Sin saberlo aún, quedaría un trecho para la asunción de la necesaria disyunción entre la madre y la mujer, sobre la que trabajó largamente en su análisis. Tras 12 años, encuentra un final de análisis que le lleva a pedir el pase. La no nominación le permite caer en la cuenta de su precipitación tras quedar fascinada por el agujero. Si bien ha cernido el objeto no ha operado su extracción, señala Patricia. Esta es una cuestión, a mi parecer, que es de gran enseñanza en lo concerniente a los finales de análisis.

La angustia ante lo femenino

Tras esta terminación de la experiencia analítica, aún permanecía un goce en silencio. Volverá a pedir análisis y asumirá un tiempo necesario para abordar la angustia que comporta la asunción de lo femenino.

Toma relevancia el orden de la separación, a su vez el goce de la melancolización disminuye, la imagen de lo corporal se acomoda y hace uso de los buenos semblantes. El sujeto ya no se defiende de lo real, dice Patricia. Ahora puede aprehender que superyó femenino era la cobertura del goce femenino.

En soledad, el parlêtre era tomado por un temblor, una vibración ante la página en blanco. Surge un nuevo amor hacia un hombre cuya mirada habla, y hace reír, a la mujer que hay en el analizante.

Tras un accidente que toca el cuerpo, siente “como si le hubieran quitado un muerto de encima”. Liberada de ese peso, de la pulsión de muerte, adviene una nueva mirada. Patricia relata que puede mirar el cuadro de E. Degas: “Melancolía” acompañando su mirada con un decir propio: “Yo me curé de esto”. Emerge una nueva escritura, “… soledad de la letra que no habla”, la letra que hace posible escribir en esa página que antes la sumía en la angustia.

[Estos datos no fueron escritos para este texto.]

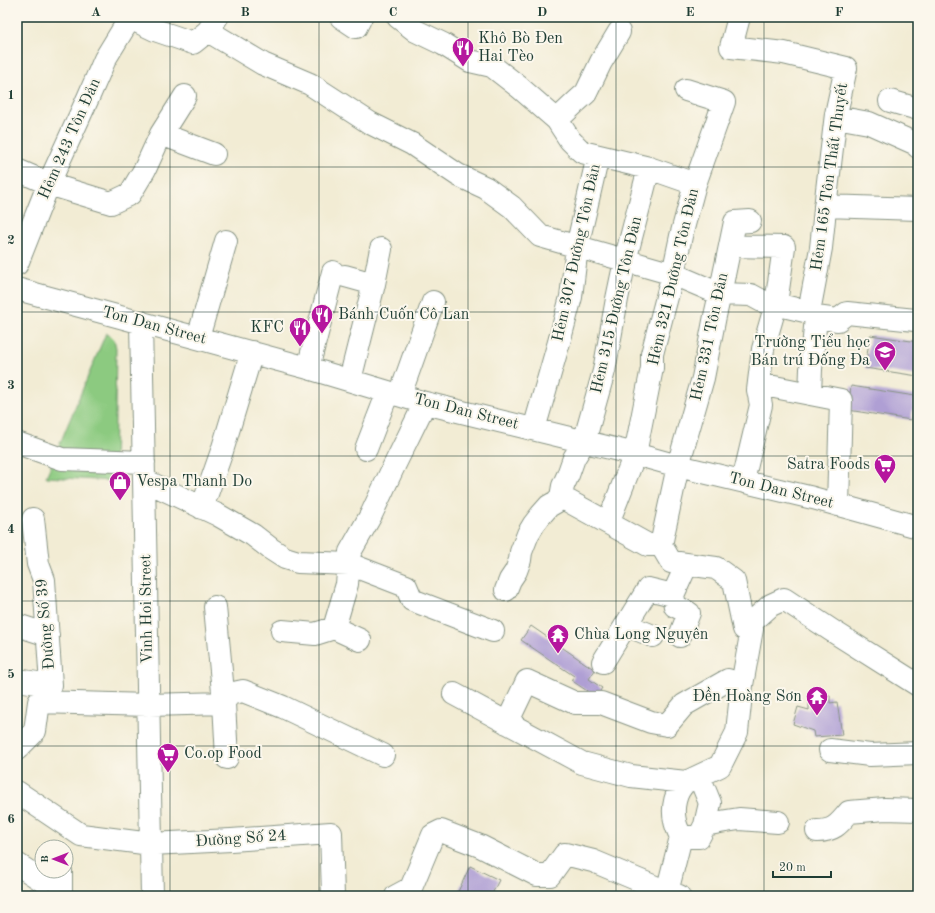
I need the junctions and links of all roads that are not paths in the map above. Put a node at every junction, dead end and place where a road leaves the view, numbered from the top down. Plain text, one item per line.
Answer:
1 (130, 17) edge
2 (398, 17) edge
3 (739, 17) edge
4 (213, 24) edge
5 (619, 32) dead end
6 (686, 90) dead end
7 (185, 96) dead end
8 (890, 101) dead end
9 (918, 110) edge
10 (836, 118) junction
11 (556, 120) junction
12 (161, 134) junction
13 (918, 147) edge
14 (214, 154) dead end
15 (598, 156) junction
16 (649, 168) junction
17 (17, 170) edge
18 (49, 183) junction
19 (695, 184) junction
20 (825, 206) junction
21 (918, 209) edge
22 (750, 221) dead end
23 (226, 241) dead end
24 (730, 246) junction
25 (577, 247) junction
26 (381, 249) dead end
27 (625, 261) junction
28 (17, 264) edge
29 (673, 274) junction
30 (374, 284) junction
31 (17, 289) edge
32 (720, 294) junction
33 (433, 302) dead end
34 (776, 304) junction
35 (813, 315) junction
36 (918, 319) edge
37 (141, 322) junction
38 (198, 338) junction
39 (252, 352) junction
40 (308, 368) junction
41 (350, 380) junction
42 (759, 384) junction
43 (394, 393) junction
44 (810, 394) junction
45 (425, 403) junction
46 (534, 430) junction
47 (584, 442) junction
48 (17, 443) edge
49 (366, 449) dead end
50 (635, 454) junction
51 (678, 466) junction
52 (144, 471) junction
53 (743, 481) junction
54 (561, 498) junction
55 (838, 505) junction
56 (202, 508) junction
57 (32, 519) dead end
58 (608, 523) junction
59 (918, 527) edge
60 (661, 545) junction
61 (349, 564) junction
62 (687, 564) junction
63 (506, 590) dead end
64 (673, 594) junction
65 (215, 608) dead end
66 (626, 624) junction
67 (17, 625) edge
68 (334, 628) junction
69 (744, 629) junction
70 (282, 631) dead end
71 (493, 631) dead end
72 (48, 635) junction
73 (653, 636) dead end
74 (680, 636) dead end
75 (360, 640) dead end
76 (603, 662) dead end
77 (17, 680) edge
78 (742, 685) junction
79 (918, 685) edge
80 (45, 694) junction
81 (454, 694) dead end
82 (224, 703) junction
83 (149, 704) junction
84 (507, 722) junction
85 (17, 749) edge
86 (830, 750) dead end
87 (918, 753) edge
88 (383, 755) dead end
89 (227, 758) dead end
90 (692, 779) junction
91 (17, 792) edge
92 (918, 810) edge
93 (778, 822) dead end
94 (705, 825) junction
95 (817, 831) dead end
96 (681, 837) junction
97 (71, 839) edge
98 (74, 841) edge
99 (152, 844) junction
100 (17, 864) edge
101 (47, 880) edge
102 (669, 895) edge
103 (61, 896) edge
104 (152, 896) edge
105 (333, 896) edge
106 (396, 896) edge

1 - 4 street, Hẻm 243 Tôn Đản
1 - 18 street, Hẻm 243 Tôn Đản
2 - 11 street, Hẻm 307 Đường Tôn Đản
3 - 10 street, Hẻm 165 Tôn Thất Thuyết
4 - 25 street
5 - 11 street
6 - 19 street, Hẻm 321 Đường Tôn Đản
7 - 12 street
8 - 9 street
10 - 13 street
10 - 20 street, Hẻm 165 Tôn Thất Thuyết
11 - 15 street, Hẻm 307 Đường Tôn Đản
12 - 14 street
12 - 18 street
15 - 16 street
15 - 25 street, Hẻm 307 Đường Tôn Đản
16 - 19 street
16 - 27 street, Hẻm 315 Đường Tôn Đản
17 - 18 street
18 - 28 street, Hẻm 243 Tôn Đản
19 - 29 street, Hẻm 321 Đường Tôn Đản
20 - 21 street
20 - 35 street, Hẻm 165 Tôn Thất Thuyết
22 - 24 street, Hẻm 331 Tôn Đản
23 - 38 street
24 - 32 street, Hẻm 331 Tôn Đản
24 - 34 street
25 - 27 street
25 - 46 street, Hẻm 307 Đường Tôn Đản
26 - 30 street
27 - 29 street
27 - 47 street, Hẻm 315 Đường Tôn Đản
29 - 32 street
29 - 50 street, Hẻm 321 Đường Tôn Đản
30 - 40 street
30 - 41 street
31 - 37 street, Ton Dan Street
32 - 34 street
32 - 51 street, Hẻm 331 Tôn Đản
33 - 43 street
34 - 35 street
34 - 42 street
35 - 36 street
35 - 44 street, Hẻm 165 Tôn Thất Thuyết
37 - 38 street, Ton Dan Street
37 - 52 street, Vinh Hoi Street
38 - 39 street, Ton Dan Street
39 - 40 street, Ton Dan Street
39 - 56 street
40 - 41 street, Ton Dan Street
41 - 43 street, Ton Dan Street
42 - 44 street
42 - 53 street
43 - 45 street, Ton Dan Street
43 - 49 street
44 - 55 street
45 - 46 street, Ton Dan Street
45 - 61 street
46 - 47 street, Ton Dan Street
47 - 50 street, Ton Dan Street
47 - 54 street, Hẻm 315 Đường Tôn Đản
48 - 52 street
50 - 51 street, Ton Dan Street
50 - 58 street, Hẻm 321 Đường Tôn Đản
51 - 53 street, Ton Dan Street
51 - 60 street, Hẻm 331 Tôn Đản
52 - 56 street
52 - 83 street, Vinh Hoi Street
53 - 55 street, Ton Dan Street
54 - 58 street
54 - 63 street
55 - 59 street, Ton Dan Street
56 - 61 street
57 - 72 street, Đường Số 39
58 - 60 street
60 - 62 street
61 - 68 street
61 - 71 street
62 - 64 street
62 - 69 street
64 - 66 street
64 - 74 street
65 - 82 street
66 - 73 street
66 - 76 street
67 - 72 street
68 - 70 street
68 - 75 street
69 - 78 street
69 - 79 street
72 - 80 street, Đường Số 39
77 - 80 street
78 - 84 street
78 - 90 street
80 - 83 street
80 - 85 street, Đường Số 39
81 - 84 street
82 - 83 street
82 - 88 street
82 - 89 street
83 - 99 street, Vinh Hoi Street
84 - 90 street
86 - 87 street
90 - 94 street
90 - 96 street
91 - 97 street
92 - 95 street
93 - 94 street
94 - 96 street
96 - 102 street
98 - 99 street, Đường Số 24
99 - 104 street, Vinh Hoi Street
99 - 105 street, Đường Số 24
100 - 101 street
101 - 103 street
102 - 106 street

Hacía falta separarse de la última palabra que daba aún consistencia al Otro. La analizante se despide en una sesión con un: “Quiero terminar el análisis”. Y el analista dice: “¿Cuándo vuelve?” Luego, el silencio por escrito (en un mail) del analista permitió soltar la espera de la última palabra. Al volver a la sesión, la analizante dice: “He terminado”. Pedirá en esta nueva ocasión el pase y esta vez obtendrá su nominación. Dado que lo real no habla, lo femenino siempre es contingente, se juega en un “sin esperar nada”. En este punto, Patricia alude a “El ultimísimo Lacan” con una de sus orientaciones fundamentales: “aguardar sin esperar nada”.

Según el recorrido por la experiencia analítica para la analizante, podemos situar que la asunción de esta nada, puede advenir tras el pasaje de la mirada mal-dicha que petrifica a la mirada bien-dicha, “al bien-decir lo que no habla”, que alienta al sujeto a un deseo renovado que produce una alegría que toca el cuerpo e incide, entre otros órdenes, en su práctica como analista.